Starting on Jan. 1, Sanofi followed GlaxoSmithKline ($GSK) and Pfizer ($PFE) by allowing academics, CROs and competing drugmakers to request access to its trial data, but not without a list of caveats. Sanofi said it will only hand over study results for drugs approved by both U.S. and EU regulators, and only those OK'd in 2014 or afterward. Right now, that amounts to exactly zero drugs--and, considering the FDA's issues with Lemtrada, that might be the case for a while.

Like GSK and Pfizer, Sanofi will employ an independent panel to vet requests for data and ensure they are of scientific merit, the company said. Unlike its forebears, though, Sanofi is keeping the lid on failures and early-phase work, and it's almost certainly no coincidence that the company's transparency-light initiative comes amid increasing pressure on the whole industry from European regulators who believe drug companies are too tight-lipped.

Still, free data from pivotal trials can only be a boon to CROs, especially those that lack sizable vaults of their own.
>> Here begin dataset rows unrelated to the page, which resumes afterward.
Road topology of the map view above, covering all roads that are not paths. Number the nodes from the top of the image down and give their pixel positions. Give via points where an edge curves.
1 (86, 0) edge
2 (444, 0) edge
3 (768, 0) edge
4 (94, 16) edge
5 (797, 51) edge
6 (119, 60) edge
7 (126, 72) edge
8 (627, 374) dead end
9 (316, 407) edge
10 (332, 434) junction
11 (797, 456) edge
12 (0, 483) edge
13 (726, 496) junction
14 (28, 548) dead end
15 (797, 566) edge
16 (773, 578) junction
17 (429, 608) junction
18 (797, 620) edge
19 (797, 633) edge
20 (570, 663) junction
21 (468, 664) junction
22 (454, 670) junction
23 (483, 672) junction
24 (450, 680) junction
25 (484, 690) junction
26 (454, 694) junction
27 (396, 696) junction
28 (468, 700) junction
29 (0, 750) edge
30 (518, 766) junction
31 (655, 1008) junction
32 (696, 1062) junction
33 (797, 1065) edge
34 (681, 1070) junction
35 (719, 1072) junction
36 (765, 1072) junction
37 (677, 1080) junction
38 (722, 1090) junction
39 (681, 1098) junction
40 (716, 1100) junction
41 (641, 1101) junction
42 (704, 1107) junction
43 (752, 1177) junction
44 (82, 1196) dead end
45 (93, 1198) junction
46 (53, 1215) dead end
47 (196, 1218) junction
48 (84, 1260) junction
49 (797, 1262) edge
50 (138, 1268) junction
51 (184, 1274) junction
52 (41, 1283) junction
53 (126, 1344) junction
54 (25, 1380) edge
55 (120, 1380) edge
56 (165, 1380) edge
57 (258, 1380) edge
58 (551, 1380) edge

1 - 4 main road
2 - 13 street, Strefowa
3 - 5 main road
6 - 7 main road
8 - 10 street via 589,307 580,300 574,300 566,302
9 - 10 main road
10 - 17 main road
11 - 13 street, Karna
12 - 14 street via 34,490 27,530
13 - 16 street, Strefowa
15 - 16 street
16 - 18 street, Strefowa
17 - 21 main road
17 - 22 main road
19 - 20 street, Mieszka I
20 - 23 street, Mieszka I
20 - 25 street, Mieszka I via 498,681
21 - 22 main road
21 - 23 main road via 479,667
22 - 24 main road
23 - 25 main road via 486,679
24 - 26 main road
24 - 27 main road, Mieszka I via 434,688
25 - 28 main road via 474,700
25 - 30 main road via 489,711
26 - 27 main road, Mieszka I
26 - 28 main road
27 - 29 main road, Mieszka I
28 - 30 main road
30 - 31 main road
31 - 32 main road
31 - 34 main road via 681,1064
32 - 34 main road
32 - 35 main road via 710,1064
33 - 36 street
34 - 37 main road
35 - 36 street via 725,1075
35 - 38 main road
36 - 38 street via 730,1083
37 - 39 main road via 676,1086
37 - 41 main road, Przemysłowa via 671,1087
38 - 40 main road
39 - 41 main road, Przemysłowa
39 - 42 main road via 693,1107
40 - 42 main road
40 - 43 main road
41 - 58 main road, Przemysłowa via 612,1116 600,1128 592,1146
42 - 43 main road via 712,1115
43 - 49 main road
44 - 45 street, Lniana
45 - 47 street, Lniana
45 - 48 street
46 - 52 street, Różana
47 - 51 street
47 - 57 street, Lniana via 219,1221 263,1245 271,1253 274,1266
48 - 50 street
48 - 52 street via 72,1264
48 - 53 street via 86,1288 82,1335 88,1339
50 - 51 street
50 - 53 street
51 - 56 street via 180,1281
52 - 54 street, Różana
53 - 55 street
Industry heavyweights like Quintiles ($Q) and Covance ($CVD) trade on the fact that they have terabytes of data from trials in numerous fields, but, as more and more study data become available around the globe, small and mid-size CROs may have an easier time competing for partnerships.

"Finding new therapies can be accelerated by fully sharing the successful and unsuccessful research results with other researchers," Sanofi CEO Chris Viehbacher said in a statement. "Data sharing helps to reduce duplication and allows researchers to build more effectively on the findings of other researchers. The private sector has taken a lead on this, which I would hope academic researchers will follow."